*Your instructions*
Which lines of the data below include the string "lane"? Return each of them.

=== Materials provided ===

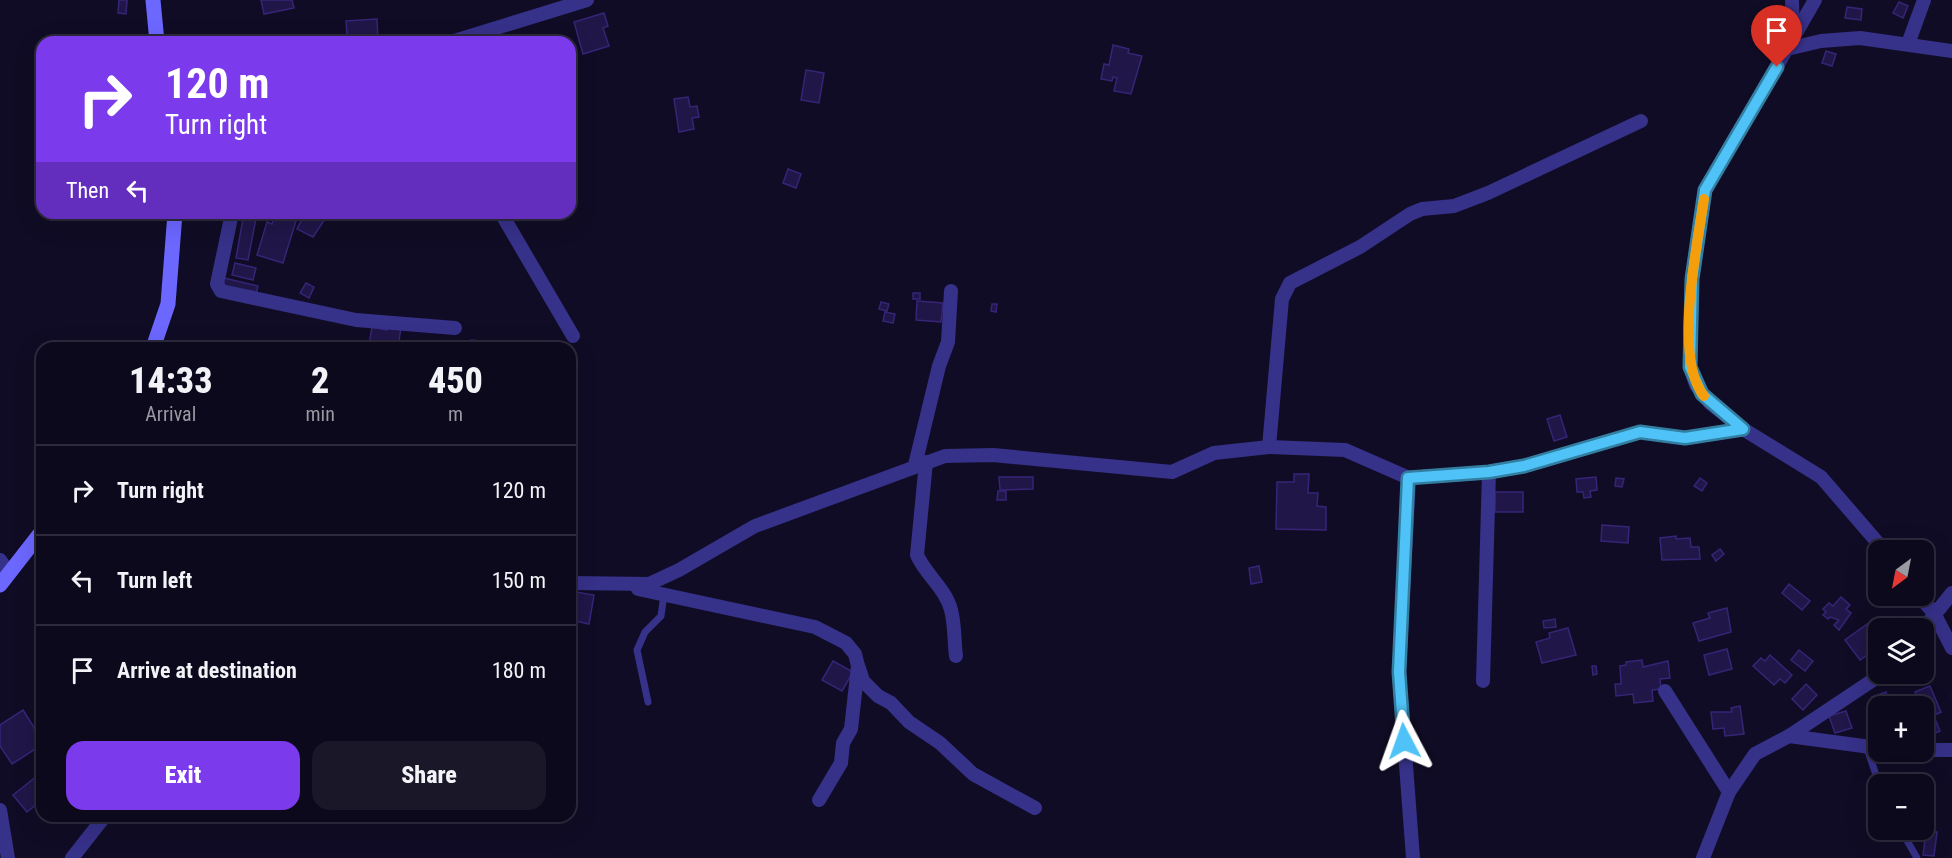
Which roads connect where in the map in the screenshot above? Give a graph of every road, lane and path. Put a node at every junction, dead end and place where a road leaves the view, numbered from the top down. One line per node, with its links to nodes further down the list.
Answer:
1 (153, 0): 6 (street)
2 (587, 0): 7 (street)
3 (1792, 0): 8 (street)
4 (1815, 0): 8 (street)
5 (1924, 0): 9 (street)
6 (156, 36)
7 (470, 36)
8 (1790, 44): 9 (street); 19 (street)
9 (1908, 44): 10 (street)
10 (1952, 51)
11 (1641, 121): 20 (street)
12 (175, 219): 18 (street)
13 (231, 219): 16 (street)
14 (505, 219): 17 (street)
15 (951, 291): 21 (street)
16 (455, 328)
17 (573, 336)
18 (155, 342)
19 (1743, 429): 22 (street); 24 (street)
20 (1269, 447): 21 (street); 23 (street)
21 (921, 464): 29 (street); 36 (street)
22 (1489, 472): 23 (street); 38 (street)
23 (1408, 478): 54 (street)
24 (1875, 540)
25 (35, 549): 27 (street)
26 (0, 560): 27 (street)
27 (5, 579)
28 (576, 583): 29 (street)
29 (614, 586): 30 (street)
30 (664, 593): 37 (street); 41 (lane)
31 (1952, 593): 33 (street)
32 (1928, 606): 33 (street)
33 (1934, 613): 34 (street); 35 (street)
34 (1931, 618)
35 (1952, 648)
36 (956, 657)
37 (858, 666): 47 (street); 48 (street)
38 (1483, 681)
39 (1868, 683): 42 (street)
40 (1665, 691): 46 (street)
41 (648, 702)
42 (1789, 736): 43 (street); 46 (street)
43 (1868, 747)
44 (1934, 750): 45 (street)
45 (1952, 750)
46 (1729, 792): 55 (street)
47 (819, 800)
48 (1035, 808)
49 (0, 810): 52 (street)
50 (100, 822): 53 (street)
51 (1907, 840): 56 (lane)
52 (8, 858)
53 (72, 858)
54 (1413, 858)
55 (1703, 858)
56 (1917, 858)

===

*Response*
Which roads connect where in the map in the screenshot above? Give a graph of every road, lane and path. Put a node at every junction, dead end and place where a road leaves the view, numbered from the top down. One line per node, with its links to nodes further down the list.
30 (664, 593): 37 (street); 41 (lane)
51 (1907, 840): 56 (lane)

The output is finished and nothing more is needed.